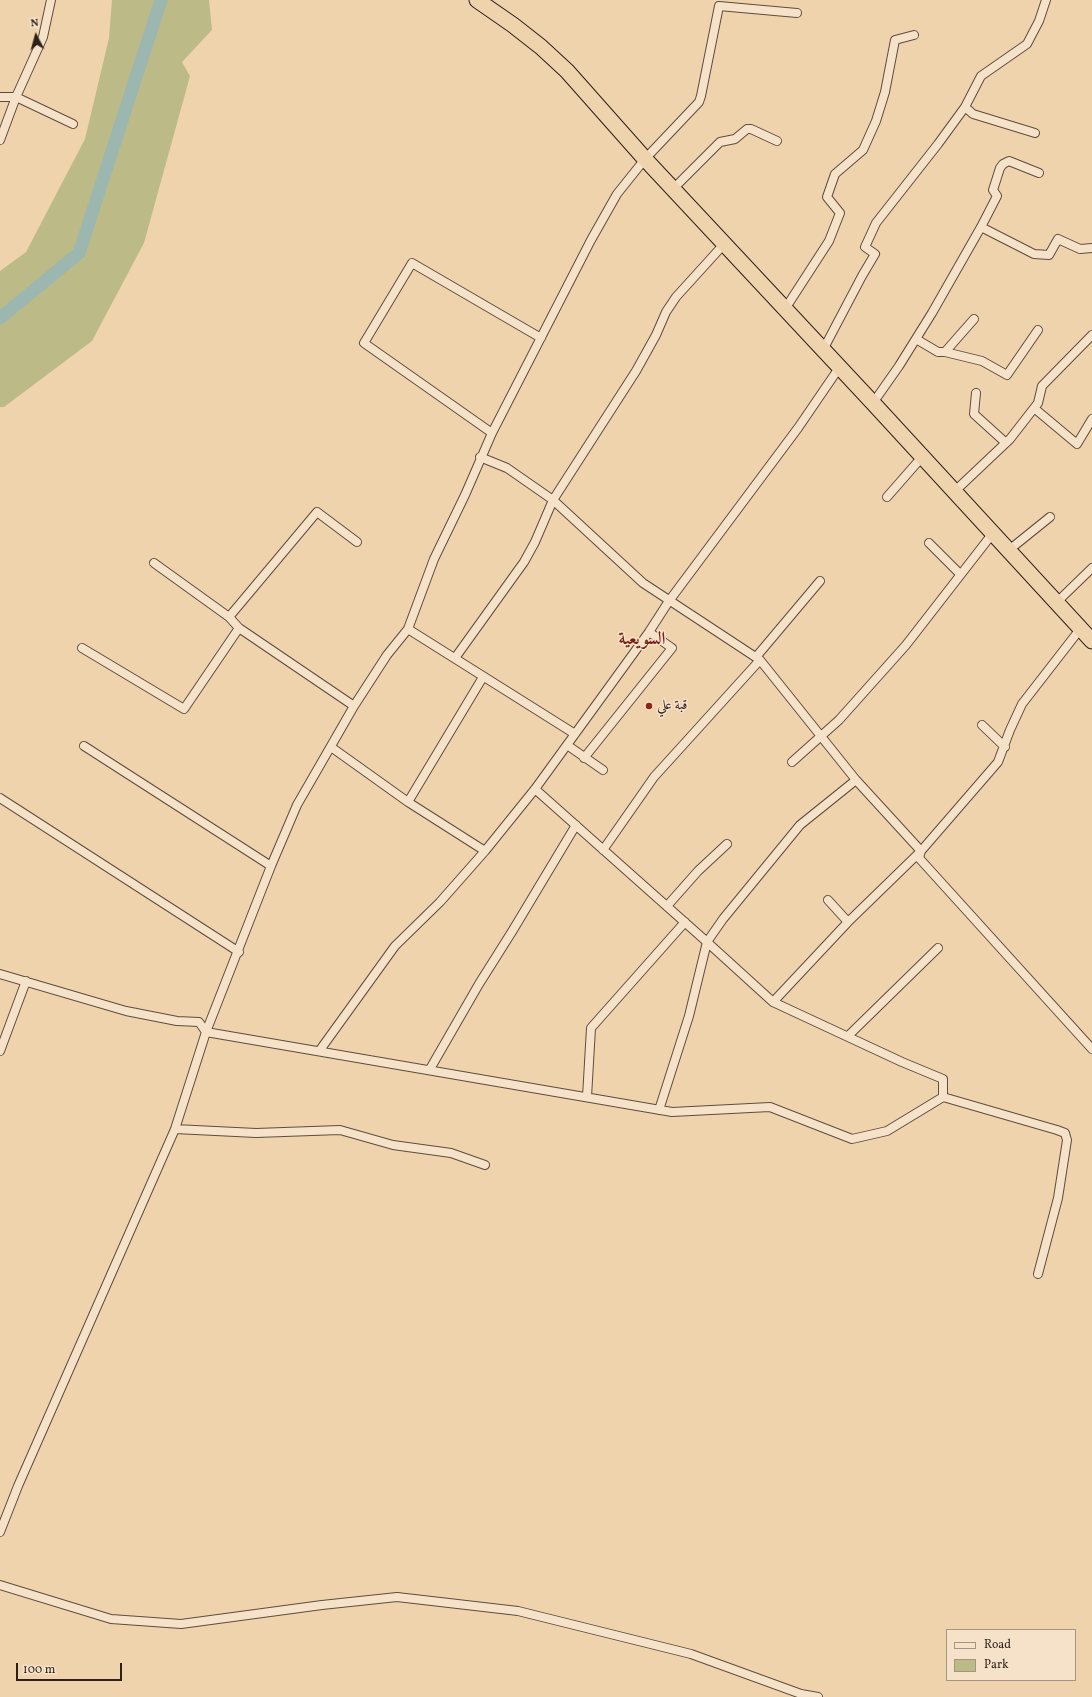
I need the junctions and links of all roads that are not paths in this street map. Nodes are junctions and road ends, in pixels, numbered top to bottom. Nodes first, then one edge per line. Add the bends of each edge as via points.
1 (51, 0) edge
2 (477, 0) edge
3 (1046, 0) edge
4 (796, 13) dead end
5 (914, 35) dead end
6 (0, 97) edge
7 (16, 97) junction
8 (964, 107) junction
9 (73, 124) dead end
10 (1035, 133) dead end
11 (0, 140) edge
12 (777, 141) dead end
13 (645, 159) junction
14 (1039, 173) dead end
15 (674, 188) junction
16 (981, 228) junction
17 (725, 244) junction
18 (1092, 248) edge
19 (785, 309) junction
20 (974, 319) dead end
21 (1038, 330) dead end
22 (1092, 335) edge
23 (542, 338) junction
24 (916, 339) junction
25 (823, 350) junction
26 (945, 352) junction
27 (839, 368) junction
28 (976, 394) dead end
29 (873, 402) junction
30 (1034, 408) junction
31 (1092, 419) edge
32 (492, 433) junction
33 (1006, 443) junction
34 (480, 457) junction
35 (922, 457) junction
36 (954, 491) junction
37 (886, 497) dead end
38 (554, 500) junction
39 (1050, 517) dead end
40 (993, 533) junction
41 (357, 542) dead end
42 (929, 543) dead end
43 (1009, 550) junction
44 (154, 564) dead end
45 (1092, 568) edge
46 (960, 574) junction
47 (820, 581) dead end
48 (669, 601) junction
49 (1057, 602) junction
50 (229, 616) junction
51 (239, 628) junction
52 (1081, 628) junction
53 (408, 629) junction
54 (649, 632) junction
55 (1092, 640) edge
56 (82, 648) dead end
57 (455, 658) junction
58 (758, 659) junction
59 (483, 677) junction
60 (354, 706) junction
61 (982, 726) dead end
62 (575, 734) junction
63 (820, 735) junction
64 (84, 746) dead end
65 (331, 746) junction
66 (567, 746) junction
67 (1005, 747) junction
68 (584, 758) junction
69 (792, 762) dead end
70 (602, 770) dead end
71 (856, 780) junction
72 (535, 789) junction
73 (0, 798) edge
74 (408, 802) junction
75 (576, 826) junction
76 (727, 844) dead end
77 (603, 850) junction
78 (485, 851) junction
79 (921, 851) junction
80 (271, 866) junction
81 (828, 900) dead end
82 (666, 906) junction
83 (685, 922) junction
84 (848, 922) junction
85 (707, 942) junction
86 (938, 948) dead end
87 (238, 952) junction
88 (0, 974) edge
89 (26, 981) junction
90 (773, 1002) junction
91 (206, 1032) junction
92 (848, 1036) junction
93 (1092, 1049) edge
94 (320, 1050) junction
95 (0, 1051) edge
96 (430, 1069) junction
97 (587, 1097) junction
98 (943, 1097) junction
99 (659, 1110) junction
100 (175, 1129) junction
101 (485, 1165) dead end
102 (1038, 1274) dead end
103 (0, 1532) edge
104 (0, 1585) edge
105 (818, 1697) edge

1 - 7 street via 43,38
2 - 13 highway via 555,59
3 - 8 street via 1027,44 981,76
4 - 13 street via 720,6 699,102
5 - 19 street via 895,40 885,92 863,150 834,174 827,197 840,212 829,241
6 - 7 street
7 - 9 street
7 - 11 street
8 - 10 street via 973,114
8 - 25 street via 876,223 865,246 875,254
12 - 15 street via 747,128 738,137 720,142
13 - 15 highway
13 - 23 street via 617,194
14 - 16 street via 1008,161 1003,164 993,190 997,196
15 - 17 highway
16 - 18 street via 1034,254 1049,255 1058,239 1080,248
16 - 24 street
17 - 19 highway
17 - 38 street via 669,307 636,371
19 - 25 highway
20 - 26 street
21 - 26 street via 1008,375 982,360
22 - 30 street via 1042,386 1038,403
23 - 32 street
23 - 32 street via 412,263 364,343
24 - 26 street via 938,352
24 - 29 street
25 - 27 highway
27 - 29 highway
27 - 48 street
28 - 33 street via 974,414
29 - 35 highway
30 - 31 street via 1077,444
30 - 33 street
32 - 34 street
33 - 36 street
34 - 38 street via 507,468
34 - 53 street via 466,495 434,559
35 - 36 highway
35 - 37 street
36 - 40 highway
38 - 48 street via 643,583
38 - 57 street via 524,562
39 - 43 street
40 - 43 highway
40 - 46 street
41 - 50 street via 317,512
42 - 46 street
43 - 49 highway
44 - 50 street
45 - 49 street
46 - 63 street via 906,645 839,720
47 - 58 street
48 - 54 street
48 - 58 street
49 - 52 highway
50 - 51 street
51 - 56 street via 184,709
51 - 60 street
52 - 55 highway
52 - 67 street via 1022,704
53 - 57 street
53 - 60 street via 387,655
54 - 62 street
54 - 68 street via 672,648
57 - 59 street
58 - 63 street
58 - 77 street via 654,777
59 - 62 street
59 - 74 street
60 - 65 street
61 - 67 street
62 - 66 street
63 - 69 street
63 - 71 street
64 - 80 street
65 - 74 street
65 - 80 street via 297,806
66 - 68 street
66 - 72 street
67 - 79 street via 998,762
68 - 70 street
71 - 79 street
71 - 85 street via 800,825
72 - 75 street
72 - 78 street
73 - 87 street
74 - 78 street
75 - 77 street
75 - 96 street
76 - 82 street via 698,870
77 - 82 street
78 - 94 street via 440,902 395,946
79 - 84 street
79 - 93 street via 919,858
80 - 87 street
81 - 84 street
82 - 83 street
83 - 85 street
83 - 97 street via 591,1028
84 - 90 street
85 - 90 street
85 - 99 street via 689,1016
86 - 92 street
87 - 91 street
88 - 89 street
89 - 91 street via 126,1011 177,1021 199,1022
89 - 95 street
90 - 92 street
91 - 94 street
91 - 100 street
92 - 98 street via 943,1078
94 - 96 street
96 - 97 street
97 - 99 street
98 - 99 street via 887,1131 852,1140 770,1107 672,1112
98 - 102 street via 1065,1133 1067,1140 1058,1198
100 - 101 street via 256,1133 340,1130 393,1145 451,1153
100 - 103 street
104 - 105 street via 112,1619 181,1624 397,1597 518,1611 691,1654 801,1694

Task goal: Copy out the data verbatim, with no pictures.

Exercise solution:
I need the junctions and links of all roads that are not paths in this street map. Nodes are junctions and road ends, in pixels, numbered top to bottom. Nodes first, then one edge per line. Add the bends of each edge as via points.
1 (51, 0) edge
2 (477, 0) edge
3 (1046, 0) edge
4 (796, 13) dead end
5 (914, 35) dead end
6 (0, 97) edge
7 (16, 97) junction
8 (964, 107) junction
9 (73, 124) dead end
10 (1035, 133) dead end
11 (0, 140) edge
12 (777, 141) dead end
13 (645, 159) junction
14 (1039, 173) dead end
15 (674, 188) junction
16 (981, 228) junction
17 (725, 244) junction
18 (1092, 248) edge
19 (785, 309) junction
20 (974, 319) dead end
21 (1038, 330) dead end
22 (1092, 335) edge
23 (542, 338) junction
24 (916, 339) junction
25 (823, 350) junction
26 (945, 352) junction
27 (839, 368) junction
28 (976, 394) dead end
29 (873, 402) junction
30 (1034, 408) junction
31 (1092, 419) edge
32 (492, 433) junction
33 (1006, 443) junction
34 (480, 457) junction
35 (922, 457) junction
36 (954, 491) junction
37 (886, 497) dead end
38 (554, 500) junction
39 (1050, 517) dead end
40 (993, 533) junction
41 (357, 542) dead end
42 (929, 543) dead end
43 (1009, 550) junction
44 (154, 564) dead end
45 (1092, 568) edge
46 (960, 574) junction
47 (820, 581) dead end
48 (669, 601) junction
49 (1057, 602) junction
50 (229, 616) junction
51 (239, 628) junction
52 (1081, 628) junction
53 (408, 629) junction
54 (649, 632) junction
55 (1092, 640) edge
56 (82, 648) dead end
57 (455, 658) junction
58 (758, 659) junction
59 (483, 677) junction
60 (354, 706) junction
61 (982, 726) dead end
62 (575, 734) junction
63 (820, 735) junction
64 (84, 746) dead end
65 (331, 746) junction
66 (567, 746) junction
67 (1005, 747) junction
68 (584, 758) junction
69 (792, 762) dead end
70 (602, 770) dead end
71 (856, 780) junction
72 (535, 789) junction
73 (0, 798) edge
74 (408, 802) junction
75 (576, 826) junction
76 (727, 844) dead end
77 (603, 850) junction
78 (485, 851) junction
79 (921, 851) junction
80 (271, 866) junction
81 (828, 900) dead end
82 (666, 906) junction
83 (685, 922) junction
84 (848, 922) junction
85 (707, 942) junction
86 (938, 948) dead end
87 (238, 952) junction
88 (0, 974) edge
89 (26, 981) junction
90 (773, 1002) junction
91 (206, 1032) junction
92 (848, 1036) junction
93 (1092, 1049) edge
94 (320, 1050) junction
95 (0, 1051) edge
96 (430, 1069) junction
97 (587, 1097) junction
98 (943, 1097) junction
99 (659, 1110) junction
100 (175, 1129) junction
101 (485, 1165) dead end
102 (1038, 1274) dead end
103 (0, 1532) edge
104 (0, 1585) edge
105 (818, 1697) edge

1 - 7 street via 43,38
2 - 13 highway via 555,59
3 - 8 street via 1027,44 981,76
4 - 13 street via 720,6 699,102
5 - 19 street via 895,40 885,92 863,150 834,174 827,197 840,212 829,241
6 - 7 street
7 - 9 street
7 - 11 street
8 - 10 street via 973,114
8 - 25 street via 876,223 865,246 875,254
12 - 15 street via 747,128 738,137 720,142
13 - 15 highway
13 - 23 street via 617,194
14 - 16 street via 1008,161 1003,164 993,190 997,196
15 - 17 highway
16 - 18 street via 1034,254 1049,255 1058,239 1080,248
16 - 24 street
17 - 19 highway
17 - 38 street via 669,307 636,371
19 - 25 highway
20 - 26 street
21 - 26 street via 1008,375 982,360
22 - 30 street via 1042,386 1038,403
23 - 32 street
23 - 32 street via 412,263 364,343
24 - 26 street via 938,352
24 - 29 street
25 - 27 highway
27 - 29 highway
27 - 48 street
28 - 33 street via 974,414
29 - 35 highway
30 - 31 street via 1077,444
30 - 33 street
32 - 34 street
33 - 36 street
34 - 38 street via 507,468
34 - 53 street via 466,495 434,559
35 - 36 highway
35 - 37 street
36 - 40 highway
38 - 48 street via 643,583
38 - 57 street via 524,562
39 - 43 street
40 - 43 highway
40 - 46 street
41 - 50 street via 317,512
42 - 46 street
43 - 49 highway
44 - 50 street
45 - 49 street
46 - 63 street via 906,645 839,720
47 - 58 street
48 - 54 street
48 - 58 street
49 - 52 highway
50 - 51 street
51 - 56 street via 184,709
51 - 60 street
52 - 55 highway
52 - 67 street via 1022,704
53 - 57 street
53 - 60 street via 387,655
54 - 62 street
54 - 68 street via 672,648
57 - 59 street
58 - 63 street
58 - 77 street via 654,777
59 - 62 street
59 - 74 street
60 - 65 street
61 - 67 street
62 - 66 street
63 - 69 street
63 - 71 street
64 - 80 street
65 - 74 street
65 - 80 street via 297,806
66 - 68 street
66 - 72 street
67 - 79 street via 998,762
68 - 70 street
71 - 79 street
71 - 85 street via 800,825
72 - 75 street
72 - 78 street
73 - 87 street
74 - 78 street
75 - 77 street
75 - 96 street
76 - 82 street via 698,870
77 - 82 street
78 - 94 street via 440,902 395,946
79 - 84 street
79 - 93 street via 919,858
80 - 87 street
81 - 84 street
82 - 83 street
83 - 85 street
83 - 97 street via 591,1028
84 - 90 street
85 - 90 street
85 - 99 street via 689,1016
86 - 92 street
87 - 91 street
88 - 89 street
89 - 91 street via 126,1011 177,1021 199,1022
89 - 95 street
90 - 92 street
91 - 94 street
91 - 100 street
92 - 98 street via 943,1078
94 - 96 street
96 - 97 street
97 - 99 street
98 - 99 street via 887,1131 852,1140 770,1107 672,1112
98 - 102 street via 1065,1133 1067,1140 1058,1198
100 - 101 street via 256,1133 340,1130 393,1145 451,1153
100 - 103 street
104 - 105 street via 112,1619 181,1624 397,1597 518,1611 691,1654 801,1694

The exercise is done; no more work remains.